The quality and demand of BPY’s portfolio can further be validated by the fact that it has already signed an anchor lease for its office project (Two Manhattan West in New York) which is likely to be completed in 2023. In total, BPY has ~8 million square feet of active office development pipeline.
The remaining 15% of balance sheet (LP Investments) is focused on taking more speculative bets that, while being risky, provide an opportunity to generate outsized returns. This is done via investments in various private funds that have a strong track record, with 20%-plus annual historical net returns.
Valuation:
From a valuation standpoint, here is some perspective. Specifically, on a Price to Funds from Operations basis (“FFO”) and Adjusted FFO, BPY is inexpensive relative to its peer group average.
(source: Thomson Reuters)
Yet analysts expect FFO to keep growing significantly (a good thing), as shown in the following table.
(source: Thomson Reuters)
Of the four analysts covering the firm, one has a Strong Buy rating and the other three have a Buy rating on the stock. This suggests a consensus among all analysts regarding the stock’s undervaluation. For more perspective, these analysts, on average, believe the shares are undervalued by 14.4%. Including dividend, the return is bound to be much higher.
(source: Thomson Reuters)
Brookfield Property aims to generate annual growth of 7% to 9% in FFO over the next five years and increase the distribution at a 5% to 7% rate. It also aims to realize ~$2.6 billion (or $500 million per year) in gains from its investments in BAM-run real estate funds over the next five years.
Dividend Safety:
Annual growth in distribution from 2014 to now has been very steady. BPY has raised the annual distribution every year since 2014 at a CAGR of ~6%. Year to date 2019, the dividend has grown by ~4% year on year.
(source: Company Data)
Risks:
Interest rate risk: Even though we expect interest rates to remain relatively tame, dramatically rising rates could create challenges. As REITs are often seen as an alternative to bonds, higher interest rates could mean decreased demand for REITs, thereby causing a decline in the share price.

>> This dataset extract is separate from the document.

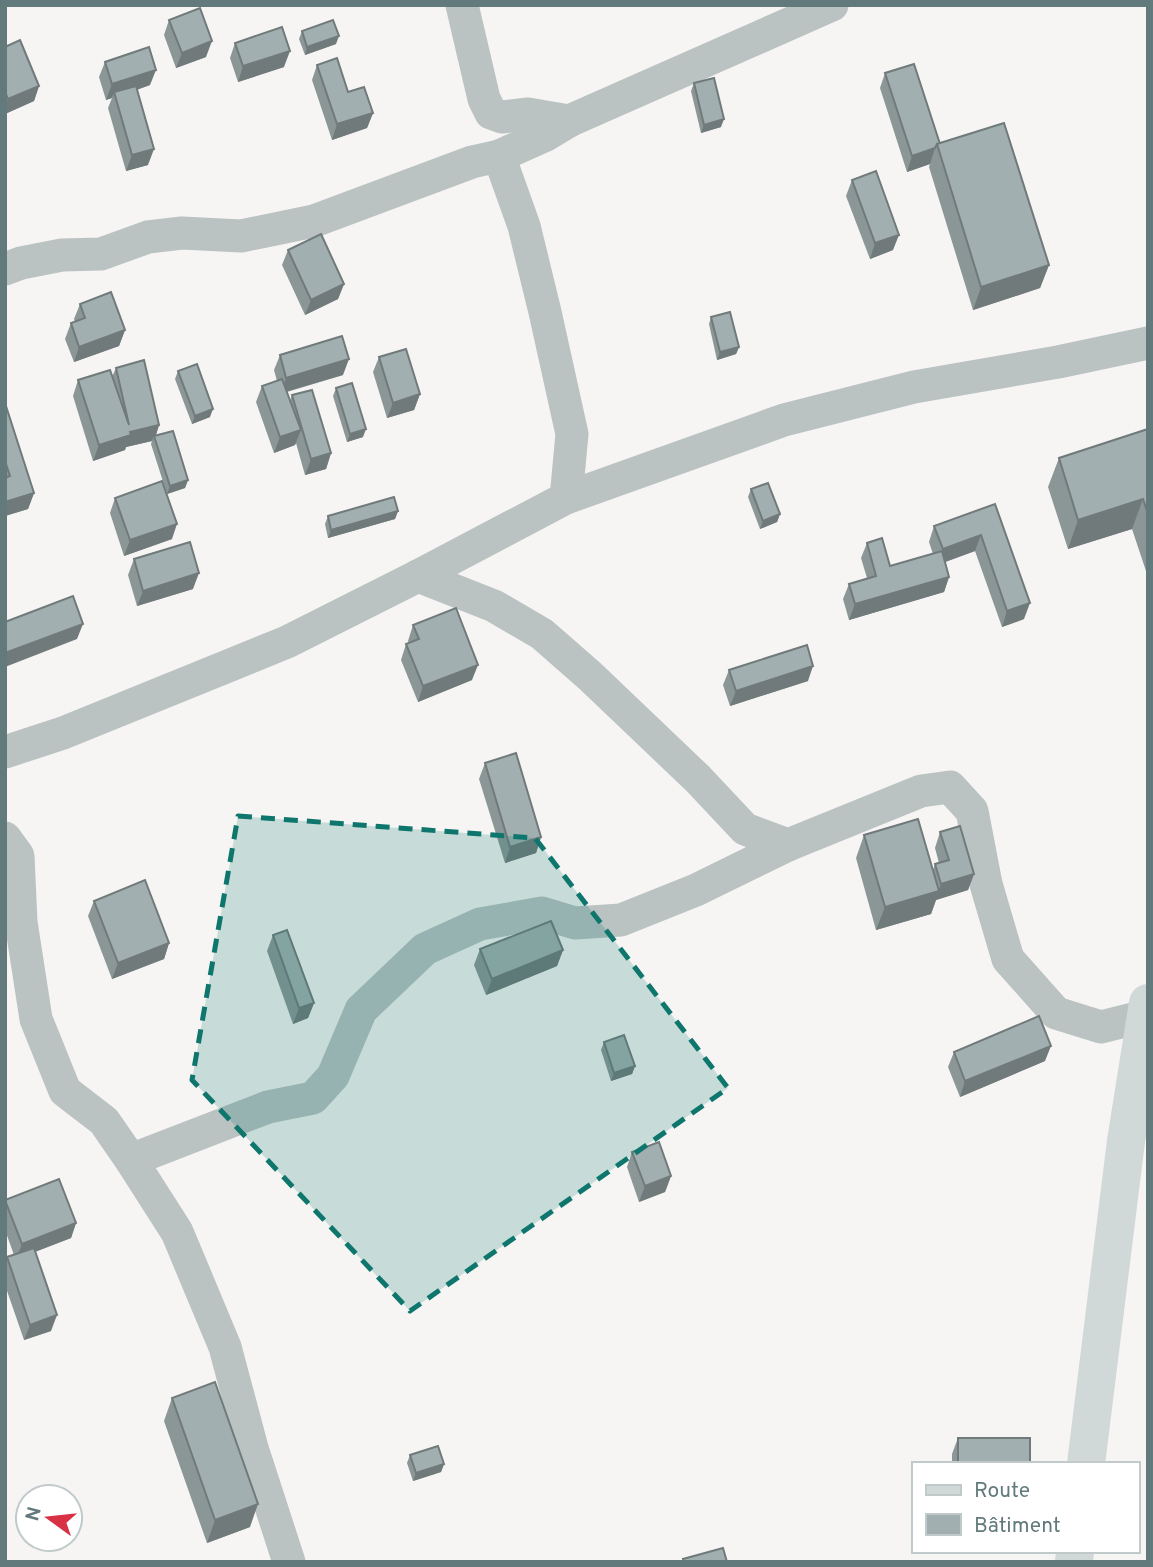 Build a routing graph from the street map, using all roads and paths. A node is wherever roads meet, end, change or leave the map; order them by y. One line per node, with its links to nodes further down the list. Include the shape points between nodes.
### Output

Tenant bankruptcies: BPY earnings continue to be impacted by bankruptcies that have taken place since the beginning of 2018. According to Q319 earnings call: “These bankruptcies which aggregate 3 million square feet have put pressure on our same-property NOI results, which were flat on a period-over-period basis.” Though the company expects the impact to abate going forward, but given the rising retail bankruptcies in the US, more tenant challenges and bankruptcies cannot be ruled out.
Conclusion:
Brookfield Property Partners is a high-quality real estate company that is likely to generate compelling returns over the coming years, through a combination of an attractive dividend yield and substantial share price gains. Brookfield Property Partners units are trading at ~34% discount to net asset value and almost a 7% yield. Despite strong performance by the stock year-to-date (up 19%), we see more upside. If you are a long-term income focused investor, BPY offers an attractive investment opportunity at current levels.